╭─ INPUT RECORDS

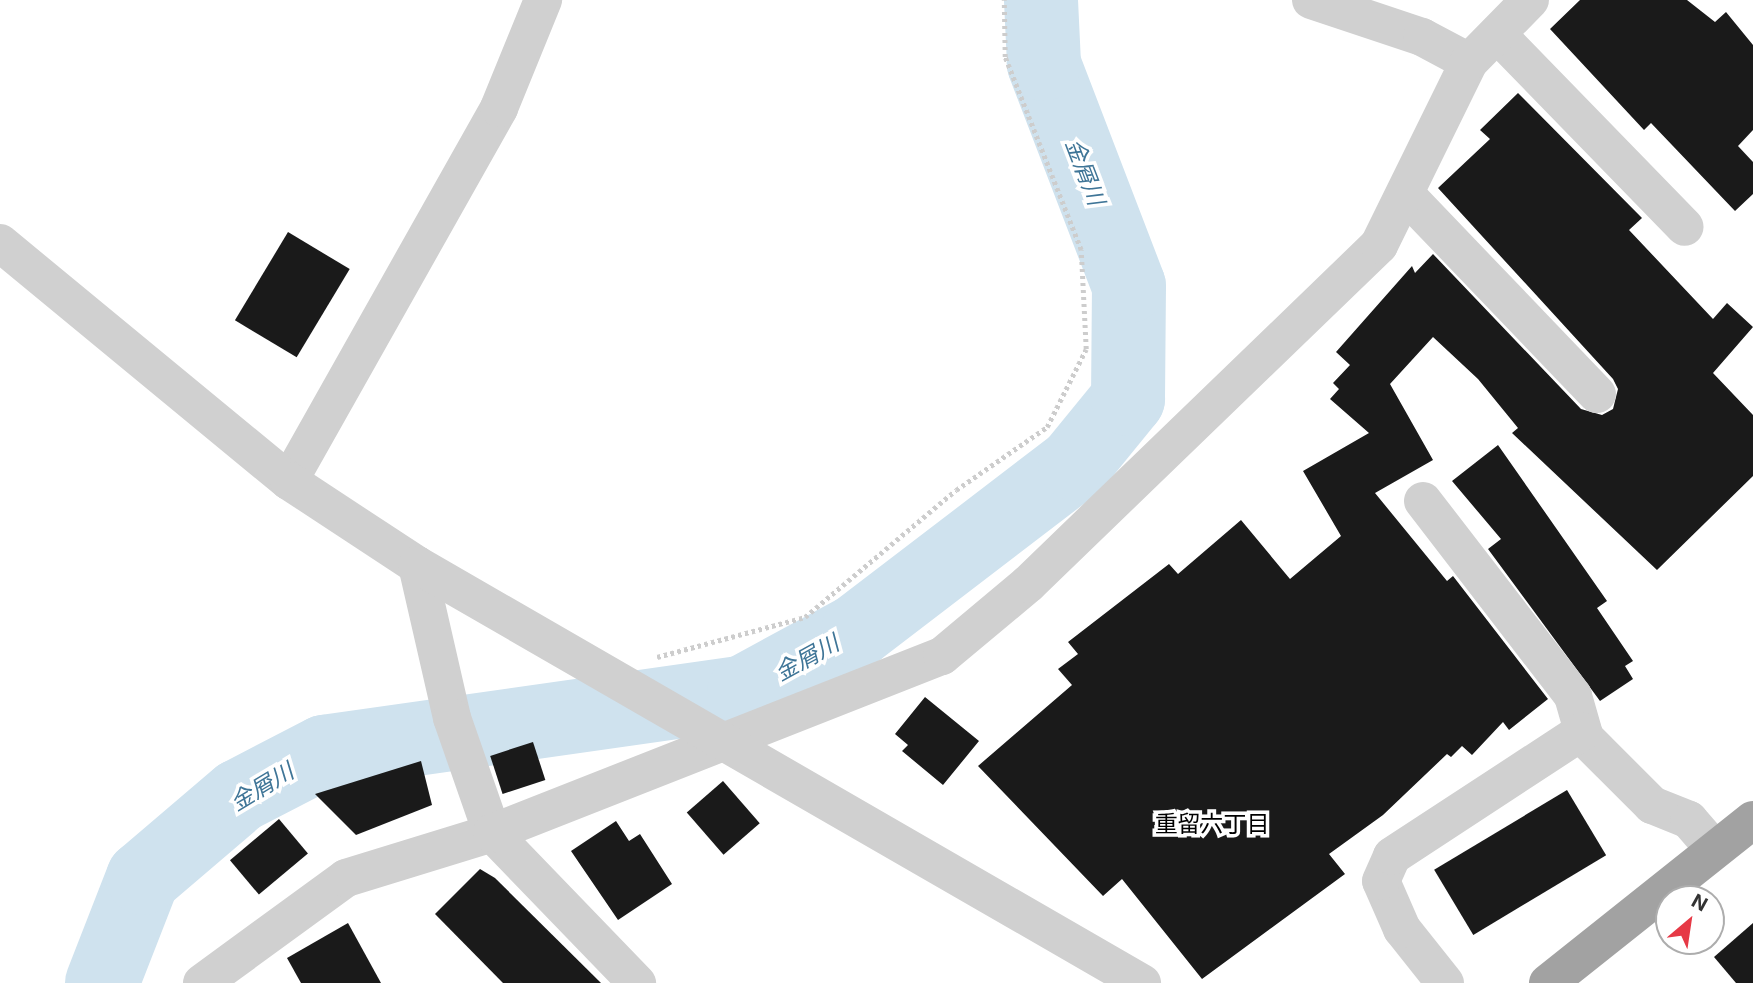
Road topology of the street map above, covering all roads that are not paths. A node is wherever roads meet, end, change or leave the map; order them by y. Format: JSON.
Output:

╰─
╭─ INPUT RECORDS

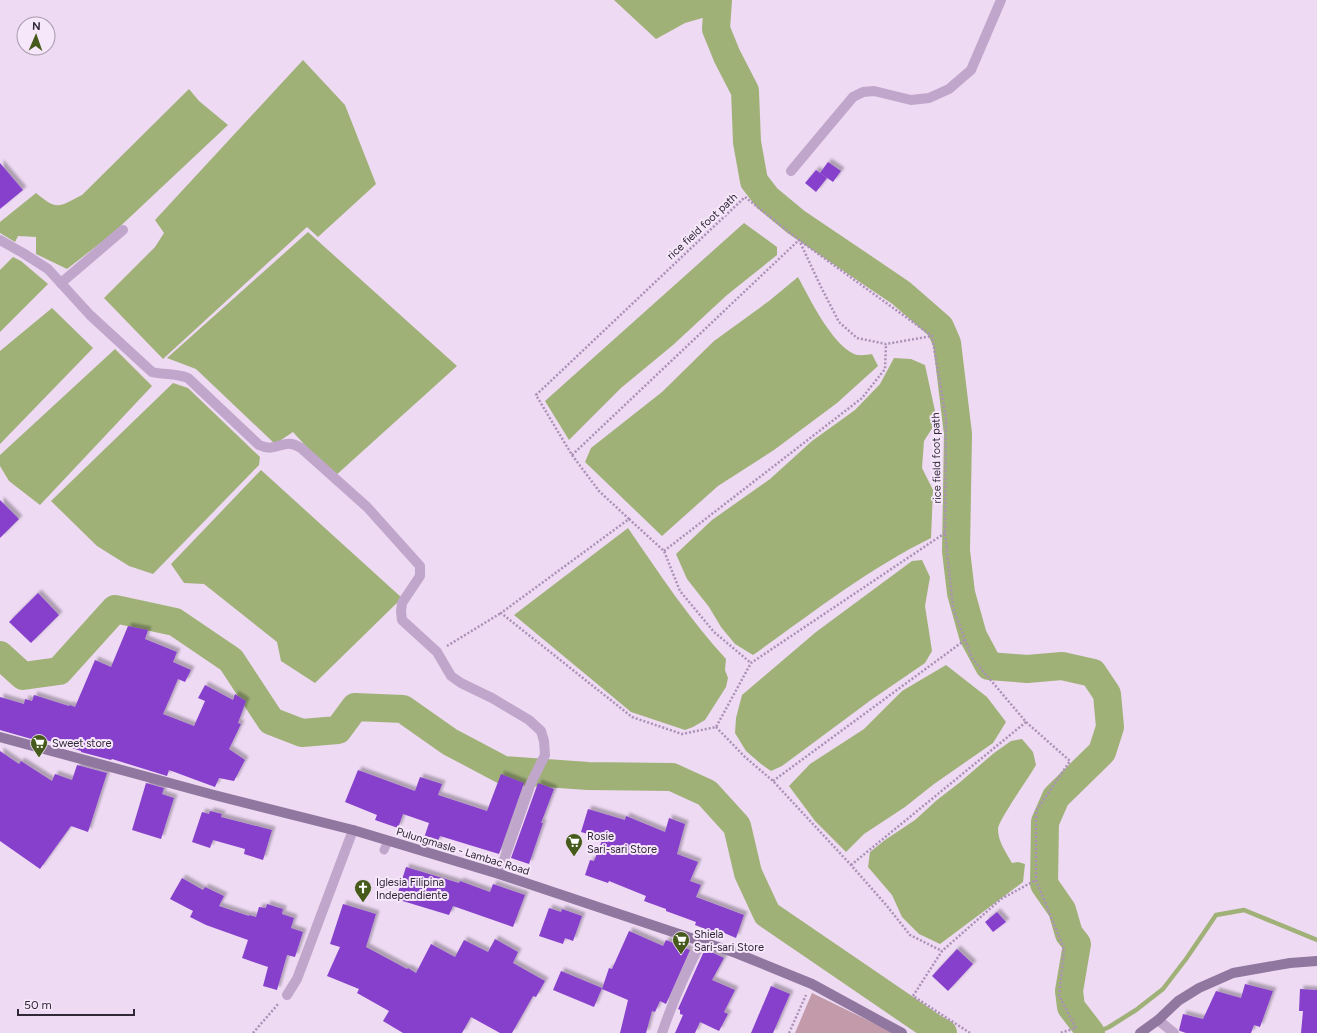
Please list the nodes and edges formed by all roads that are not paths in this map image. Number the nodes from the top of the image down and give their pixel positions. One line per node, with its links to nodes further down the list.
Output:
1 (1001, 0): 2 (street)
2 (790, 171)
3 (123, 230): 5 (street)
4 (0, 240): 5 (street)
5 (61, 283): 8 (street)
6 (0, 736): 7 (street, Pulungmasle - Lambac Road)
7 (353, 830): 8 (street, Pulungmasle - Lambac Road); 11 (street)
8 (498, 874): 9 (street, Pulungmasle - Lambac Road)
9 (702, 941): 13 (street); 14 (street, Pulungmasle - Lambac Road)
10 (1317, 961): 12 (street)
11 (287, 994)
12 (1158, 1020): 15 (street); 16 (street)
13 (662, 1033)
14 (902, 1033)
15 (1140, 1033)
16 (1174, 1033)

╰─
╭─ INPUT RECORDS

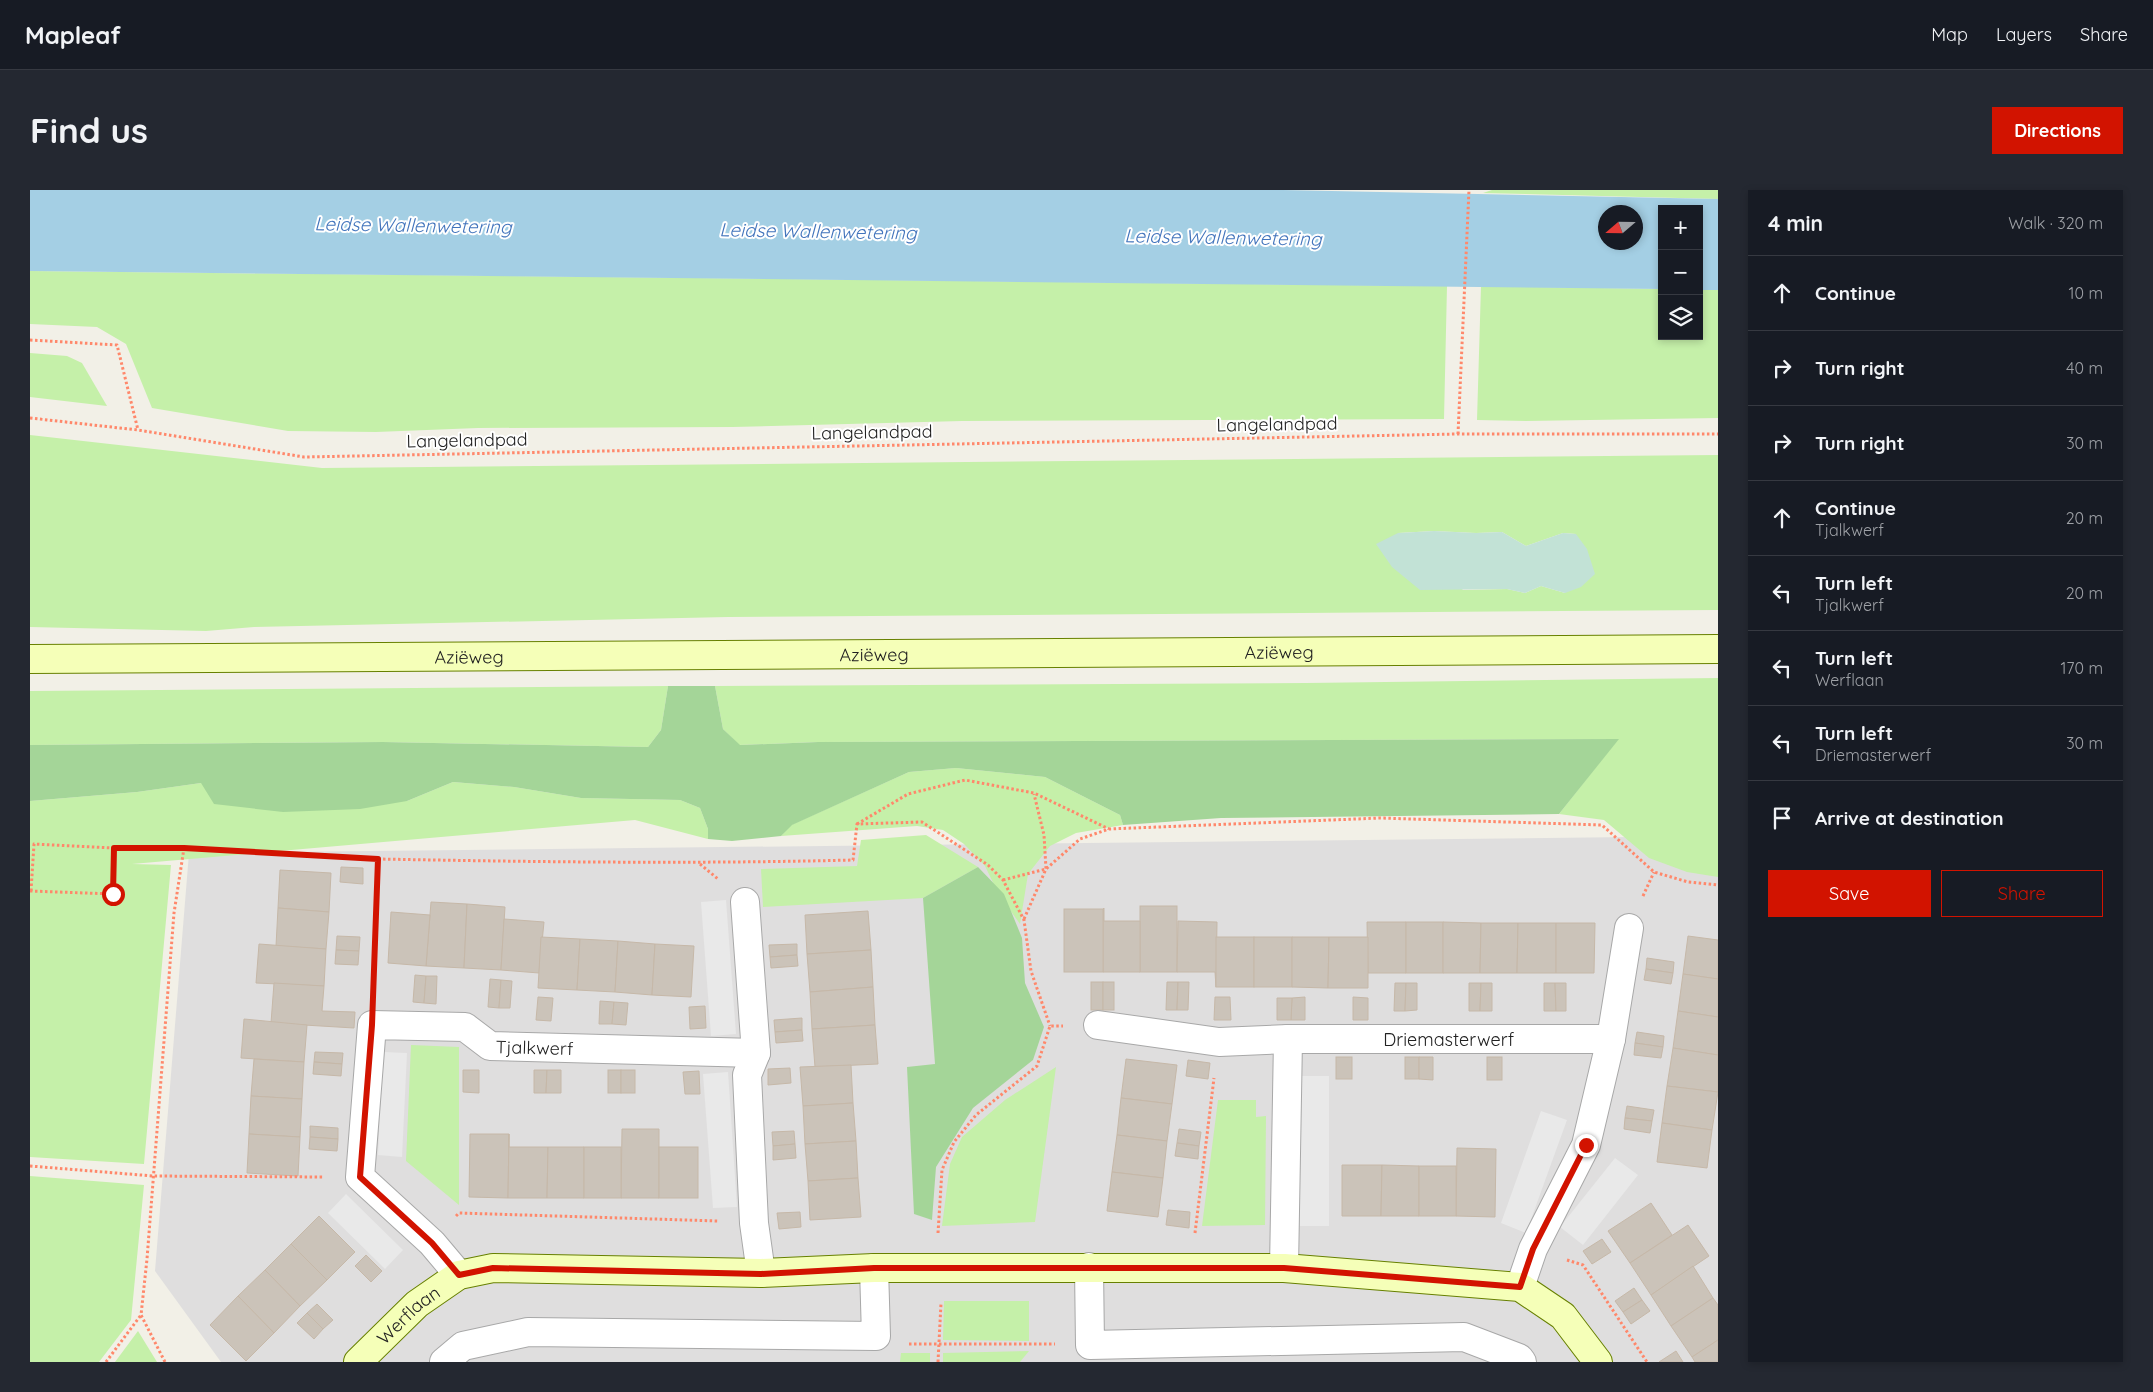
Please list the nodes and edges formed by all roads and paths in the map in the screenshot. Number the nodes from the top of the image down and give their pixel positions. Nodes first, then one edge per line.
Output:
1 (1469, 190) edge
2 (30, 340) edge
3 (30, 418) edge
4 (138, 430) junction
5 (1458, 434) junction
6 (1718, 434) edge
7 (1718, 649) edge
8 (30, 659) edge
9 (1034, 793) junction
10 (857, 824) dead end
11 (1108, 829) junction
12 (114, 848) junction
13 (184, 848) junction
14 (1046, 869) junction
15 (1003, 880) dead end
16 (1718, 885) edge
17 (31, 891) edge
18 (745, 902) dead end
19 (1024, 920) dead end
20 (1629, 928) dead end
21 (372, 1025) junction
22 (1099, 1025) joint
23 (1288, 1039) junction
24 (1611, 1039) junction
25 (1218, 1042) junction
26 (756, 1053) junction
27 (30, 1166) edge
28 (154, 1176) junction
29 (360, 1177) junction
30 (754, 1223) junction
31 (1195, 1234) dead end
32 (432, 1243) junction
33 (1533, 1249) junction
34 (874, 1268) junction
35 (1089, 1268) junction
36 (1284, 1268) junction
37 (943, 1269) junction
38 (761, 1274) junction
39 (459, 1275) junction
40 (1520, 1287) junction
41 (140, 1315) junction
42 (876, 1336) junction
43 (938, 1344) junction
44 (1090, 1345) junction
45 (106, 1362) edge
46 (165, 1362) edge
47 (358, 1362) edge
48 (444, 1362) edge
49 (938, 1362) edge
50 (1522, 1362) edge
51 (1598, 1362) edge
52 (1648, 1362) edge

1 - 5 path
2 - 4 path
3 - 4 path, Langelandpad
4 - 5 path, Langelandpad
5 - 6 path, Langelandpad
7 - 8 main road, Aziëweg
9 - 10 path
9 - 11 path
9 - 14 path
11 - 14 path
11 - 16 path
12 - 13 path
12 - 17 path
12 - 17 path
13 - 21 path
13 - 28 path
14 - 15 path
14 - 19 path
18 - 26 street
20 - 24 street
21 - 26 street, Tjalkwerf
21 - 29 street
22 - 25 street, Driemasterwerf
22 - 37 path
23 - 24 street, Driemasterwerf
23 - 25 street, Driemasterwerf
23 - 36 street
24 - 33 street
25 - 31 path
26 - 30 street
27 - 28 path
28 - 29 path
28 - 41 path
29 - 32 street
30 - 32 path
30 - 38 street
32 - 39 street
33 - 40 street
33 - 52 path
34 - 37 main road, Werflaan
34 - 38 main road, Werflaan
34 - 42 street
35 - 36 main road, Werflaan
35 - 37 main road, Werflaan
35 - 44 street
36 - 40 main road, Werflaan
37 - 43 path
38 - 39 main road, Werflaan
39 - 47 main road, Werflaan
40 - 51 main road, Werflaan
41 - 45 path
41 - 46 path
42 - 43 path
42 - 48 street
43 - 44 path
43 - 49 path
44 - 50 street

╰─

> [HOW TO COMPLETE THIS TASK]: If a line in the material above contains the word "from", it counts; give only the number of such lines.

> [ANSWER TO THE EXERCISE]: 2